Saved entries
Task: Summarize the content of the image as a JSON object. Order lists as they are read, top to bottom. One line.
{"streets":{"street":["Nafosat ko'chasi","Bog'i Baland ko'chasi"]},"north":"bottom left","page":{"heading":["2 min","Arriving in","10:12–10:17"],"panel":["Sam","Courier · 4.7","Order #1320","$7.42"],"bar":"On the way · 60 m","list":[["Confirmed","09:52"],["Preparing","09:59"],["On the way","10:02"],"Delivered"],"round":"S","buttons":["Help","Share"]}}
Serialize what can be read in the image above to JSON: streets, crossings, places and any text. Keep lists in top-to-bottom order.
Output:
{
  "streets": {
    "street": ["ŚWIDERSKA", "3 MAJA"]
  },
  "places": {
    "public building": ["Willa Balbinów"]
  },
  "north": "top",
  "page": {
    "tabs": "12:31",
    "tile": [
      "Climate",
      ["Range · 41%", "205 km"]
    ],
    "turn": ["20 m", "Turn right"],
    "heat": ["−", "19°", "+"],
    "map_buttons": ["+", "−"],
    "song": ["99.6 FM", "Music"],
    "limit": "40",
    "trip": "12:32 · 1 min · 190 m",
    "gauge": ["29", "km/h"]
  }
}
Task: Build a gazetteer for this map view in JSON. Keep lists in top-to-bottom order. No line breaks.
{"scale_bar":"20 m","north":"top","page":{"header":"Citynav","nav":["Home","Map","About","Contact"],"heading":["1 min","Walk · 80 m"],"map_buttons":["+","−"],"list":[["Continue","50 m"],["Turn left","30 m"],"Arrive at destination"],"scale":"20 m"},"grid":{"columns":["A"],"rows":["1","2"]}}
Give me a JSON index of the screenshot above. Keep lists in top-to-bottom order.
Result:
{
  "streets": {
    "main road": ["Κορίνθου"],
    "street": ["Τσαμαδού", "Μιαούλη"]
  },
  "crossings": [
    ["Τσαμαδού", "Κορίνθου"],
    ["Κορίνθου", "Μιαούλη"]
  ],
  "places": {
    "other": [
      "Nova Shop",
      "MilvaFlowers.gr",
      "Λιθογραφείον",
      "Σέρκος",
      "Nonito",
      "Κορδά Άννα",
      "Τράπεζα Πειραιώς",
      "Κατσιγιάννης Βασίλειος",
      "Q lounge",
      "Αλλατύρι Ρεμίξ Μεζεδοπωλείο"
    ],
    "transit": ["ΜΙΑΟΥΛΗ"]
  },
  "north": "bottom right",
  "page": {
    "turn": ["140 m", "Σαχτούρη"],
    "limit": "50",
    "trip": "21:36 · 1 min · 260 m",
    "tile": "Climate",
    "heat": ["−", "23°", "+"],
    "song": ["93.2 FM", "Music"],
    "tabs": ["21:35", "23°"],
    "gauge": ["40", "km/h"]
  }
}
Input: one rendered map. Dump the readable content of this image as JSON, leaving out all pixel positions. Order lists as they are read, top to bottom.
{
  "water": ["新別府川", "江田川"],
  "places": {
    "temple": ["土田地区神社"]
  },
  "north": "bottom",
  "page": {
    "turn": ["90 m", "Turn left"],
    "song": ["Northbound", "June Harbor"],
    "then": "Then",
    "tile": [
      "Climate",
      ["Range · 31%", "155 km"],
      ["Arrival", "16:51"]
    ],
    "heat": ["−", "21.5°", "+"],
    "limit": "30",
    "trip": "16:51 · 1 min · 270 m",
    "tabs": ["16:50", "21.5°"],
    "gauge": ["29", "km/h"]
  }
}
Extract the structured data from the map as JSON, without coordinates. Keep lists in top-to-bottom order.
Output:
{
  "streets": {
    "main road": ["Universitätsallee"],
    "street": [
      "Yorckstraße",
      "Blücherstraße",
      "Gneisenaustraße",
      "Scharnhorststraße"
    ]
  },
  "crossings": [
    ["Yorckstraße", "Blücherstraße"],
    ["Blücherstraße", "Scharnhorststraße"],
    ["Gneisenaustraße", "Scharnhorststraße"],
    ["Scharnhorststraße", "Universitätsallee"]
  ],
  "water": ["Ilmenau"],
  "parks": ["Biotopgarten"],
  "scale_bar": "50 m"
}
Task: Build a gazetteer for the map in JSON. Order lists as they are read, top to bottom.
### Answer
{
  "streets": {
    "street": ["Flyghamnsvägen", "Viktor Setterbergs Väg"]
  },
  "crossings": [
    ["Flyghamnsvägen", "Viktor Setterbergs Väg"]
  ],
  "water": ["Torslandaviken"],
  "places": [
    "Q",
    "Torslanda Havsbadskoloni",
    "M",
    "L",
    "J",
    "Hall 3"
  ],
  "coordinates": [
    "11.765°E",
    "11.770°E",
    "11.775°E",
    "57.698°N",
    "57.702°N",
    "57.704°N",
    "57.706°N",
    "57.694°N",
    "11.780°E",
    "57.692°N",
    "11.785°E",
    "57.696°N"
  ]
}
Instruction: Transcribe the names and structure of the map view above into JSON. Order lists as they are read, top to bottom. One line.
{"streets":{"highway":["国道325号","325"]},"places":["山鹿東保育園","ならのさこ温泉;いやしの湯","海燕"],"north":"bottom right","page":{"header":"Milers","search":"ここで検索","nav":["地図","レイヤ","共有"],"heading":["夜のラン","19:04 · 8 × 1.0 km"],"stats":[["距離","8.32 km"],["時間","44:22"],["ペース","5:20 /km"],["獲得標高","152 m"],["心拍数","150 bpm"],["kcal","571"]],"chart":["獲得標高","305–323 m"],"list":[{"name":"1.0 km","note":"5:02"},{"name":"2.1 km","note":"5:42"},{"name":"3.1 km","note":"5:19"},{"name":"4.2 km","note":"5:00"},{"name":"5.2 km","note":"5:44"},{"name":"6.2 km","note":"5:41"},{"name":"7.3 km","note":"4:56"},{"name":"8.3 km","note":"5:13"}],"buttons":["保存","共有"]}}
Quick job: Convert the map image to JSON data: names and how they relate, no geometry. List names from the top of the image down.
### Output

__WHAT YOU WILL DO__
The entries shown above should be copied out word for word.

__RESULT OF THE TASK__
Task: Summarize the content of the image as a JSON object. Order lists as they are read, top to bottom. One line.
{"streets":{"street":["Nafosat ko'chasi","Bog'i Baland ko'chasi"]},"north":"bottom left","page":{"heading":["2 min","Arriving in","10:12–10:17"],"panel":["Sam","Courier · 4.7","Order #1320","$7.42"],"bar":"On the way · 60 m","list":[["Confirmed","09:52"],["Preparing","09:59"],["On the way","10:02"],"Delivered"],"round":"S","buttons":["Help","Share"]}}
Serialize what can be read in the image above to JSON: streets, crossings, places and any text. Keep lists in top-to-bottom order.
Output:
{
  "streets": {
    "street": ["ŚWIDERSKA", "3 MAJA"]
  },
  "places": {
    "public building": ["Willa Balbinów"]
  },
  "north": "top",
  "page": {
    "tabs": "12:31",
    "tile": [
      "Climate",
      ["Range · 41%", "205 km"]
    ],
    "turn": ["20 m", "Turn right"],
    "heat": ["−", "19°", "+"],
    "map_buttons": ["+", "−"],
    "song": ["99.6 FM", "Music"],
    "limit": "40",
    "trip": "12:32 · 1 min · 190 m",
    "gauge": ["29", "km/h"]
  }
}
Task: Build a gazetteer for this map view in JSON. Keep lists in top-to-bottom order. No line breaks.
{"scale_bar":"20 m","north":"top","page":{"header":"Citynav","nav":["Home","Map","About","Contact"],"heading":["1 min","Walk · 80 m"],"map_buttons":["+","−"],"list":[["Continue","50 m"],["Turn left","30 m"],"Arrive at destination"],"scale":"20 m"},"grid":{"columns":["A"],"rows":["1","2"]}}
Give me a JSON index of the screenshot above. Keep lists in top-to-bottom order.
Result:
{
  "streets": {
    "main road": ["Κορίνθου"],
    "street": ["Τσαμαδού", "Μιαούλη"]
  },
  "crossings": [
    ["Τσαμαδού", "Κορίνθου"],
    ["Κορίνθου", "Μιαούλη"]
  ],
  "places": {
    "other": [
      "Nova Shop",
      "MilvaFlowers.gr",
      "Λιθογραφείον",
      "Σέρκος",
      "Nonito",
      "Κορδά Άννα",
      "Τράπεζα Πειραιώς",
      "Κατσιγιάννης Βασίλειος",
      "Q lounge",
      "Αλλατύρι Ρεμίξ Μεζεδοπωλείο"
    ],
    "transit": ["ΜΙΑΟΥΛΗ"]
  },
  "north": "bottom right",
  "page": {
    "turn": ["140 m", "Σαχτούρη"],
    "limit": "50",
    "trip": "21:36 · 1 min · 260 m",
    "tile": "Climate",
    "heat": ["−", "23°", "+"],
    "song": ["93.2 FM", "Music"],
    "tabs": ["21:35", "23°"],
    "gauge": ["40", "km/h"]
  }
}
Input: one rendered map. Dump the readable content of this image as JSON, leaving out all pixel positions. Order lists as they are read, top to bottom.
{
  "water": ["新別府川", "江田川"],
  "places": {
    "temple": ["土田地区神社"]
  },
  "north": "bottom",
  "page": {
    "turn": ["90 m", "Turn left"],
    "song": ["Northbound", "June Harbor"],
    "then": "Then",
    "tile": [
      "Climate",
      ["Range · 31%", "155 km"],
      ["Arrival", "16:51"]
    ],
    "heat": ["−", "21.5°", "+"],
    "limit": "30",
    "trip": "16:51 · 1 min · 270 m",
    "tabs": ["16:50", "21.5°"],
    "gauge": ["29", "km/h"]
  }
}
Extract the structured data from the map as JSON, without coordinates. Keep lists in top-to-bottom order.
Output:
{
  "streets": {
    "main road": ["Universitätsallee"],
    "street": [
      "Yorckstraße",
      "Blücherstraße",
      "Gneisenaustraße",
      "Scharnhorststraße"
    ]
  },
  "crossings": [
    ["Yorckstraße", "Blücherstraße"],
    ["Blücherstraße", "Scharnhorststraße"],
    ["Gneisenaustraße", "Scharnhorststraße"],
    ["Scharnhorststraße", "Universitätsallee"]
  ],
  "water": ["Ilmenau"],
  "parks": ["Biotopgarten"],
  "scale_bar": "50 m"
}
Task: Build a gazetteer for the map in JSON. Order lists as they are read, top to bottom.
### Answer
{
  "streets": {
    "street": ["Flyghamnsvägen", "Viktor Setterbergs Väg"]
  },
  "crossings": [
    ["Flyghamnsvägen", "Viktor Setterbergs Väg"]
  ],
  "water": ["Torslandaviken"],
  "places": [
    "Q",
    "Torslanda Havsbadskoloni",
    "M",
    "L",
    "J",
    "Hall 3"
  ],
  "coordinates": [
    "11.765°E",
    "11.770°E",
    "11.775°E",
    "57.698°N",
    "57.702°N",
    "57.704°N",
    "57.706°N",
    "57.694°N",
    "11.780°E",
    "57.692°N",
    "11.785°E",
    "57.696°N"
  ]
}
Instruction: Transcribe the names and structure of the map view above into JSON. Order lists as they are read, top to bottom. One line.
{"streets":{"highway":["国道325号","325"]},"places":["山鹿東保育園","ならのさこ温泉;いやしの湯","海燕"],"north":"bottom right","page":{"header":"Milers","search":"ここで検索","nav":["地図","レイヤ","共有"],"heading":["夜のラン","19:04 · 8 × 1.0 km"],"stats":[["距離","8.32 km"],["時間","44:22"],["ペース","5:20 /km"],["獲得標高","152 m"],["心拍数","150 bpm"],["kcal","571"]],"chart":["獲得標高","305–323 m"],"list":[{"name":"1.0 km","note":"5:02"},{"name":"2.1 km","note":"5:42"},{"name":"3.1 km","note":"5:19"},{"name":"4.2 km","note":"5:00"},{"name":"5.2 km","note":"5:44"},{"name":"6.2 km","note":"5:41"},{"name":"7.3 km","note":"4:56"},{"name":"8.3 km","note":"5:13"}],"buttons":["保存","共有"]}}
Quick job: Convert the map image to JSON data: names and how they relate, no geometry. List names from the top of the image down.
### Output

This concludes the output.